On Saturday morning, my two granddaughters came to visit for the day.  Immediately they wanted to check out Poppi’s hole.

“What are you doing Poppi,” they asked.

“Digging a hole for the pool.”

“It’s not very deep.”

“Not yet. And remember we told you part of it is going to be above the ground and ….”

They weren’t listening anymore.  From over in the hole , Kira screamed, “YaYa, I found sea glass.”

“That’s not sea glass.  You only find sea glass at the beach,” said  eleven-year-old Mayah with a roll of her eyes,  “ YaYa, I found  a piece of fancy china with a funny leg.”   

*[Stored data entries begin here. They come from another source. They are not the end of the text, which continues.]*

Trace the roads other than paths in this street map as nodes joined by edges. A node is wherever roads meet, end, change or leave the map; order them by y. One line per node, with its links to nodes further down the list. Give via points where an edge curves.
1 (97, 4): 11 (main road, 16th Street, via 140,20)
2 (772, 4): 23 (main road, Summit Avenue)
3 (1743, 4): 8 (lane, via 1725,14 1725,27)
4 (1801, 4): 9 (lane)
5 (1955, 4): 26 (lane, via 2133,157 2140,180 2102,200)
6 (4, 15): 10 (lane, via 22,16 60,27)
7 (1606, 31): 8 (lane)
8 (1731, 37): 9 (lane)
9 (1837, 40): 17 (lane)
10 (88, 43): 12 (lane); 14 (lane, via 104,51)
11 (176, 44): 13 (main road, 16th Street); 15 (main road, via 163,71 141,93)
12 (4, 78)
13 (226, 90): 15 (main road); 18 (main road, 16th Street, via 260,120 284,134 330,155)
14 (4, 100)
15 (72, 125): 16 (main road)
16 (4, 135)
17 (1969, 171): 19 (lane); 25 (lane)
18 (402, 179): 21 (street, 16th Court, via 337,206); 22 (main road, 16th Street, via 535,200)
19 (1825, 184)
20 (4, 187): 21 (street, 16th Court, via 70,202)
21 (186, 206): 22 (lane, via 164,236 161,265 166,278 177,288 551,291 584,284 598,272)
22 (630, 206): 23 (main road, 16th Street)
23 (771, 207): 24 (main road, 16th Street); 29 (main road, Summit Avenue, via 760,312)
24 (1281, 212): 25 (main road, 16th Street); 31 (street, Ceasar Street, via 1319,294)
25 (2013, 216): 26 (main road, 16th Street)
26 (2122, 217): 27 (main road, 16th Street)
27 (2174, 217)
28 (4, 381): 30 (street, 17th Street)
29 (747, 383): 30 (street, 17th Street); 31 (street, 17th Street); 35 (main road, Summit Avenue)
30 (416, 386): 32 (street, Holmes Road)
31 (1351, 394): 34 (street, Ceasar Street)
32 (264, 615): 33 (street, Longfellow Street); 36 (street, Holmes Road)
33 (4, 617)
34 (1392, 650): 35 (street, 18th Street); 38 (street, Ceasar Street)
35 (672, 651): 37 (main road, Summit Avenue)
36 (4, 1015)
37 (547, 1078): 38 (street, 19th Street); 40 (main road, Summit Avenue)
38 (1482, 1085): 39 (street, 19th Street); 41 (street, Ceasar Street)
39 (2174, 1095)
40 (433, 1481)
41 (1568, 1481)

They brought their treasures out of the hole and over to me to inspect.  Sure enough— Mayah’s piece was fine china. It looked like a gravy boat, maybe.  I showed them the glaze lines that told me it was old.  Kira’s was a canning jar complete with the word Acme on it.

That was all it took and they were off.  Digging and searching for more treasures.

“Do you guys want to go to the beach,” I asked.

“Nooooo!”

Several hours later they were washing their treasures in the freezing sump pump run-off.  I asked if they wanted some warm sudsy water.

“Yesssss!  And a towel.  And a toothbrush for scrubbing….”

They found pieces of old tile, probably from the original fireplace.  They found charred wood, probably from the kitchen fire 60 years ago.  They found pieces of Coke bottles, and lots of canning jars, bits of crockery, and “real coal.” Each piece was diligently washed, scrubbed, and dried.

By the end of the day a large mason jar was filled with all their treasures and displayed on the back porch window ledge, which is where we put all of our finds for the summer. They went home dirty, tired, and totally content with YaYa’s treasure.

The next day, my husband came in with a handful of treasures himself.  

“What should I do with them?”

“Bury them behind the barn for the kids’ next visit. You can’t buy that kind of entertainment at any price!”